While most of those efforts were focused on lobbying change on the legislative front, particularly to push through the task force’s proposed Child Sexual Crimes Act, the meeting at Seri Perdana was about laying the foundations for getting the executive branch involved.
Our job that day was to show them what we’re all up against.
The R.AGE team was the first to present, and we showed them two videos – one on our undercover sting operations on child sex predators, and another showing a young rape survivor, telling her heartbreaking story to actress and Predator campaign ambassador Lisa Surihani.
By the time the meeting was over, the cause had taken another huge step forward.
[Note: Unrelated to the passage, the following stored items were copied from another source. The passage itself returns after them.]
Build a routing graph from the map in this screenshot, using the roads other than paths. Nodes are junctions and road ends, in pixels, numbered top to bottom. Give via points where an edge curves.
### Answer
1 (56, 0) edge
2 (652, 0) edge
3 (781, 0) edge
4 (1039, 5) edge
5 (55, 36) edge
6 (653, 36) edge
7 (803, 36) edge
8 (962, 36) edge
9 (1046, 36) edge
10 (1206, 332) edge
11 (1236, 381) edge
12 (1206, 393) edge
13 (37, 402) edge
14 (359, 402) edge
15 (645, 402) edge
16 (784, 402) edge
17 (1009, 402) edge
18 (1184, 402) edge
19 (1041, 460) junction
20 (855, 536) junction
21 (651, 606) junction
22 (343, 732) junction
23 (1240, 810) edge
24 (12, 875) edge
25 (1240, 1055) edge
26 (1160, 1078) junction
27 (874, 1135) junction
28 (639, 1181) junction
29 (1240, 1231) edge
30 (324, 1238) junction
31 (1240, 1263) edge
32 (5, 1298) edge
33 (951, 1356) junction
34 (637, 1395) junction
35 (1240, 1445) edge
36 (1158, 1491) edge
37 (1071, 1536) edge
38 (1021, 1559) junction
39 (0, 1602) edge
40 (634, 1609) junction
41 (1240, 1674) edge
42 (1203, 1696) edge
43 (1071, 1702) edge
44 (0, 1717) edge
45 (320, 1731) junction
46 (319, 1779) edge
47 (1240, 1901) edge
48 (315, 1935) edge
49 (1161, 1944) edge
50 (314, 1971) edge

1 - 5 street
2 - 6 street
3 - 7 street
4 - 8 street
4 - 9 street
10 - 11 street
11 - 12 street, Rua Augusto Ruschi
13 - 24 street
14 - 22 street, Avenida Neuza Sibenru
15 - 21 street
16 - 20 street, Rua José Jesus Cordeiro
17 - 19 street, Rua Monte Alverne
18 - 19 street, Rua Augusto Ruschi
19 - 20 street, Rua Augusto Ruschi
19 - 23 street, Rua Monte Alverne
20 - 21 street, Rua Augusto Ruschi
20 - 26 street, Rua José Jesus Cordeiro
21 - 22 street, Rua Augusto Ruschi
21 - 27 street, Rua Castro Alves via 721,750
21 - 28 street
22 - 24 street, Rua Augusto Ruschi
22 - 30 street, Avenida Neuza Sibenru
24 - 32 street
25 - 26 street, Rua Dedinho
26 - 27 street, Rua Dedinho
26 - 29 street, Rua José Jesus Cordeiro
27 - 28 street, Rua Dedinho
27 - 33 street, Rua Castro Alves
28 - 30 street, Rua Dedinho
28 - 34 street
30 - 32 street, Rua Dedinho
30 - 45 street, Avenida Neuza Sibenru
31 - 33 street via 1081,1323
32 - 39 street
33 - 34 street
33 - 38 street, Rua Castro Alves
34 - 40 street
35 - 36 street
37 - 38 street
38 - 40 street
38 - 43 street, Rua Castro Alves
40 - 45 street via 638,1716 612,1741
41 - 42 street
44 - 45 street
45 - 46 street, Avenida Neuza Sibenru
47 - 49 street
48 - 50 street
Everyone at the table committed to do whatever they could to help end child sexual crimes, starting with a national seminar on March 13-14, titled Jenayah Seksual Kanak-Kanak: Hentikan!!.
The seminar will bring together people from every possible segment of society – government Ministries, agencies, NGOs, educators, university students, child representatives, media practitioners and even Prime Minister Datuk Seri Najib Tun Razak – to brainstorm actionable solutions to child sexual crimes in their respective spheres.
“When we introduce the Child Sexual Crimes Act, we must bring everything we have.
“If we don’t have the buy-in from all parties, what’s the point of having this great law? We have to make sure it is enforced effectively,” said Azalina.
In total, over a thousand people are expected to attend the seminar at Putra World Trade Centre, Kuala Lumpur, including concerned parents and members of the public who can register for a spot.
The seminar will start with plenary sessions, featuring experts and activists from around the world speaking about the many issues surrounding child sexual crimes today, and what’s being done in other countries to tackle them.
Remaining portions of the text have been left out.